Speaker
Description
Nested data structures are critical for particle physics: it would be impossible to represent collision data as events containing arbitrarily many particles in a rectangular table (without padding or truncation, or without relational indirection). These data structures are usually constructed as class objects and arbitrary length sequences, such as vectors in C++ and lists in Python, and data analysis logic is expressed in imperative loops and conditionals. However, code expressed this way can thwart auto-vectorization in C++ and Numpy optimization in Python, and may be too explicit to automatically parallelize. We present an extension of the "array programming" model of APL, R, MATLAB, and Numpy, which expresses regular operations on large arrays in a concise syntax. Ordinarily, array programming only applies to flat arrays and rectangular tables, but we show that it can be extended to collections of arbitrary length lists ("jagged arrays"), nested records, polymorphic unions, and pointers.
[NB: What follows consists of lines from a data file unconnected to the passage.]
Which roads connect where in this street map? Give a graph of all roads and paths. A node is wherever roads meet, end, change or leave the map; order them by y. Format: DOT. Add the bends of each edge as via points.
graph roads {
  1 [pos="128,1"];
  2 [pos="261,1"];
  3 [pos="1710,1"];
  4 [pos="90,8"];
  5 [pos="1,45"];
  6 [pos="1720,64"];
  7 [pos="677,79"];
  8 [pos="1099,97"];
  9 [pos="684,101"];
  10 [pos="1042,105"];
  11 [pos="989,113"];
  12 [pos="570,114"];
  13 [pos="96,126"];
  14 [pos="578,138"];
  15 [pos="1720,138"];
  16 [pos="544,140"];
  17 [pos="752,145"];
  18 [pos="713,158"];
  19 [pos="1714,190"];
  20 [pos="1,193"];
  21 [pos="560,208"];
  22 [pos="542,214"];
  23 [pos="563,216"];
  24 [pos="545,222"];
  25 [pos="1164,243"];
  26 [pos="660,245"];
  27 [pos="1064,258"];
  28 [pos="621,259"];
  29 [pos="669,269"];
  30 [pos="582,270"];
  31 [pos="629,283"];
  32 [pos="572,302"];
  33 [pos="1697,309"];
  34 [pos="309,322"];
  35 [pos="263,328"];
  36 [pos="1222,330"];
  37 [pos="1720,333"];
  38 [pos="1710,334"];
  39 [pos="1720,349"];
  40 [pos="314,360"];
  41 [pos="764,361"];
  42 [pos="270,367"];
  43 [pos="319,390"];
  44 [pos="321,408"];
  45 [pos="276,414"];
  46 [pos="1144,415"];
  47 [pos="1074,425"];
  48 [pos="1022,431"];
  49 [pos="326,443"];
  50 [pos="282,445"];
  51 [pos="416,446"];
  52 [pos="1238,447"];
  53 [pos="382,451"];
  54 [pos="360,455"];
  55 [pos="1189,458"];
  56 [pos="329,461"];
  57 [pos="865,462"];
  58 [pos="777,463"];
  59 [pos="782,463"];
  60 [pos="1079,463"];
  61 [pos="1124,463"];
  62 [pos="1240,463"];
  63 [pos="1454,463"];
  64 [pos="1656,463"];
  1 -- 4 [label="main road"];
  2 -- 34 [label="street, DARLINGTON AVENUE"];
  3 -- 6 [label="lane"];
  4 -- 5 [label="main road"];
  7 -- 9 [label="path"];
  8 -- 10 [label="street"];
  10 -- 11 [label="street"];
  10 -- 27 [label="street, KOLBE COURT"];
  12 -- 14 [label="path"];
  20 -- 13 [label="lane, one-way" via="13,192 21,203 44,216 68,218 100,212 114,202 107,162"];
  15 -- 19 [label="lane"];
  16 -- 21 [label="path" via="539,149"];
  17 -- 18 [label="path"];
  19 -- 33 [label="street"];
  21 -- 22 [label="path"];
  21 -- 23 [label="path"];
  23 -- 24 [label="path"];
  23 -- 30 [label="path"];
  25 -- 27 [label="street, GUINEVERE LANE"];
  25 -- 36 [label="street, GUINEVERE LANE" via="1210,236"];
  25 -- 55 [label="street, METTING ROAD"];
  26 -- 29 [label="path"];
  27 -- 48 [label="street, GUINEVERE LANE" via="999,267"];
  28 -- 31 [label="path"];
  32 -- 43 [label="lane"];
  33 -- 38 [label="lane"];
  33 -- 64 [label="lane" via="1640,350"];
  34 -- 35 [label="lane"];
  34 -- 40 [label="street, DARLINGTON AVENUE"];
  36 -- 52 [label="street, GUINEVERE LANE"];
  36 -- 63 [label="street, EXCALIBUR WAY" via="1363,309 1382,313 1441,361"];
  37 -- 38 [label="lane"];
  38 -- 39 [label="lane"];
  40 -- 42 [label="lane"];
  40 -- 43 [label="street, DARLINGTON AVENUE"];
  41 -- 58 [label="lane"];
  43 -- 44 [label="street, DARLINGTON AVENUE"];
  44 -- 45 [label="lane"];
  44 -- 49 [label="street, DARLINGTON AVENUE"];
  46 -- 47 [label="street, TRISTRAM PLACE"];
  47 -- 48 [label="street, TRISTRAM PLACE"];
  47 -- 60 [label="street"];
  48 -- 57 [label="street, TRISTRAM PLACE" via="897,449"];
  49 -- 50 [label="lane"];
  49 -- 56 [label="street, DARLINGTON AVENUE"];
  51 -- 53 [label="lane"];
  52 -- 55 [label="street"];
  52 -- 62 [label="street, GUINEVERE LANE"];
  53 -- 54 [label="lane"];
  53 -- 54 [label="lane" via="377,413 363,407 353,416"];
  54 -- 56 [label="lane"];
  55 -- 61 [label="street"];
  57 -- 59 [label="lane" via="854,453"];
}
We have implemented such a library in Python called awkward-array, and we will show how it can be used to fit particle physics data into systems designed for Numpy data, such as Pandas (for analysis organization), Numba (for just-in-time compilation), Dask (for parallel processing), and CuPy (array programming on the GPU). We will also show how a proper set of primitives enables non-trivial analyses, such as combinatorial searches for particle candidates, in SIMD environments.